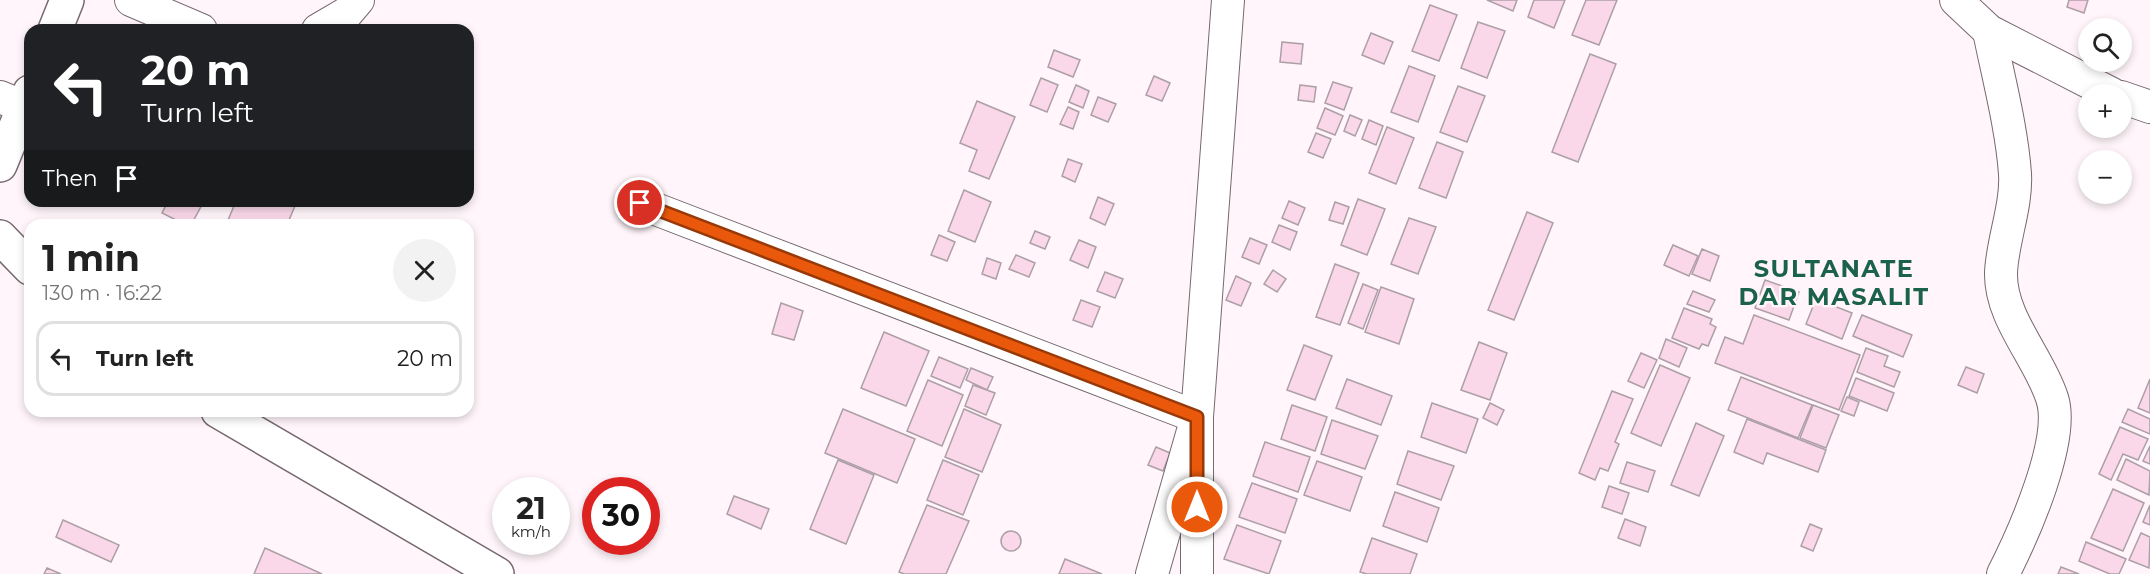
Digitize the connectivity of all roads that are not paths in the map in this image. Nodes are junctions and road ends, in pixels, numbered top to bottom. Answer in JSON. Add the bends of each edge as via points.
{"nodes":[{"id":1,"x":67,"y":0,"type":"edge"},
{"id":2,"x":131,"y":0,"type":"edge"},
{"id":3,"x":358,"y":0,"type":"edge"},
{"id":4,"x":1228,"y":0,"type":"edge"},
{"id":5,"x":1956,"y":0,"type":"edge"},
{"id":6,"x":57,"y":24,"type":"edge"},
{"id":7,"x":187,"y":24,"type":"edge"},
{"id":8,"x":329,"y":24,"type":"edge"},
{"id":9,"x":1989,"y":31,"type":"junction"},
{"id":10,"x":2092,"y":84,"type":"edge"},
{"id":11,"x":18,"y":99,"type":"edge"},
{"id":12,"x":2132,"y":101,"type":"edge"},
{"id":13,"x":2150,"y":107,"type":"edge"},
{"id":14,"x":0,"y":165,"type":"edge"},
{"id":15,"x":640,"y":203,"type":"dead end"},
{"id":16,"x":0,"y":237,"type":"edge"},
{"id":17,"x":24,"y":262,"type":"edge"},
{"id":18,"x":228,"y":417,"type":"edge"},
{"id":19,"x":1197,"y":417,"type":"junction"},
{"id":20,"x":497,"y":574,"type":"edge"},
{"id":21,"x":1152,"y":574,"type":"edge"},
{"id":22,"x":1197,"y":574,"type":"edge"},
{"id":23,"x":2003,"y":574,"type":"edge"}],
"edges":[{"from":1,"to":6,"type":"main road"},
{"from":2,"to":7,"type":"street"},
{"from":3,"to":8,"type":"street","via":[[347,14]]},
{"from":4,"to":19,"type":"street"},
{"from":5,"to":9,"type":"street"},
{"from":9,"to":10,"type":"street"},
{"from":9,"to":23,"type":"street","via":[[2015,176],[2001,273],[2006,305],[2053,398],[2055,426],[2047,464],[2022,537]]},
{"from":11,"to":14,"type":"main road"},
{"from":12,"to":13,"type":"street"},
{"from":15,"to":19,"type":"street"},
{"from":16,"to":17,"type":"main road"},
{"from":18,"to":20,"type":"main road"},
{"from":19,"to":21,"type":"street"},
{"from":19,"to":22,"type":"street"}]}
┄┄┄┄┄┄┄┄┄┄
**DESCRIPTION OF THE TASK:**
Copy the listing exactly. Any image in it stays out of the copy.

**TASK ANSWER:**
Digitize the connectivity of all roads that are not paths in the map in this image. Nodes are junctions and road ends, in pixels, numbered top to bottom. Answer in JSON. Add the bends of each edge as via points.
{"nodes":[{"id":1,"x":67,"y":0,"type":"edge"},
{"id":2,"x":131,"y":0,"type":"edge"},
{"id":3,"x":358,"y":0,"type":"edge"},
{"id":4,"x":1228,"y":0,"type":"edge"},
{"id":5,"x":1956,"y":0,"type":"edge"},
{"id":6,"x":57,"y":24,"type":"edge"},
{"id":7,"x":187,"y":24,"type":"edge"},
{"id":8,"x":329,"y":24,"type":"edge"},
{"id":9,"x":1989,"y":31,"type":"junction"},
{"id":10,"x":2092,"y":84,"type":"edge"},
{"id":11,"x":18,"y":99,"type":"edge"},
{"id":12,"x":2132,"y":101,"type":"edge"},
{"id":13,"x":2150,"y":107,"type":"edge"},
{"id":14,"x":0,"y":165,"type":"edge"},
{"id":15,"x":640,"y":203,"type":"dead end"},
{"id":16,"x":0,"y":237,"type":"edge"},
{"id":17,"x":24,"y":262,"type":"edge"},
{"id":18,"x":228,"y":417,"type":"edge"},
{"id":19,"x":1197,"y":417,"type":"junction"},
{"id":20,"x":497,"y":574,"type":"edge"},
{"id":21,"x":1152,"y":574,"type":"edge"},
{"id":22,"x":1197,"y":574,"type":"edge"},
{"id":23,"x":2003,"y":574,"type":"edge"}],
"edges":[{"from":1,"to":6,"type":"main road"},
{"from":2,"to":7,"type":"street"},
{"from":3,"to":8,"type":"street","via":[[347,14]]},
{"from":4,"to":19,"type":"street"},
{"from":5,"to":9,"type":"street"},
{"from":9,"to":10,"type":"street"},
{"from":9,"to":23,"type":"street","via":[[2015,176],[2001,273],[2006,305],[2053,398],[2055,426],[2047,464],[2022,537]]},
{"from":11,"to":14,"type":"main road"},
{"from":12,"to":13,"type":"street"},
{"from":15,"to":19,"type":"street"},
{"from":16,"to":17,"type":"main road"},
{"from":18,"to":20,"type":"main road"},
{"from":19,"to":21,"type":"street"},
{"from":19,"to":22,"type":"street"}]}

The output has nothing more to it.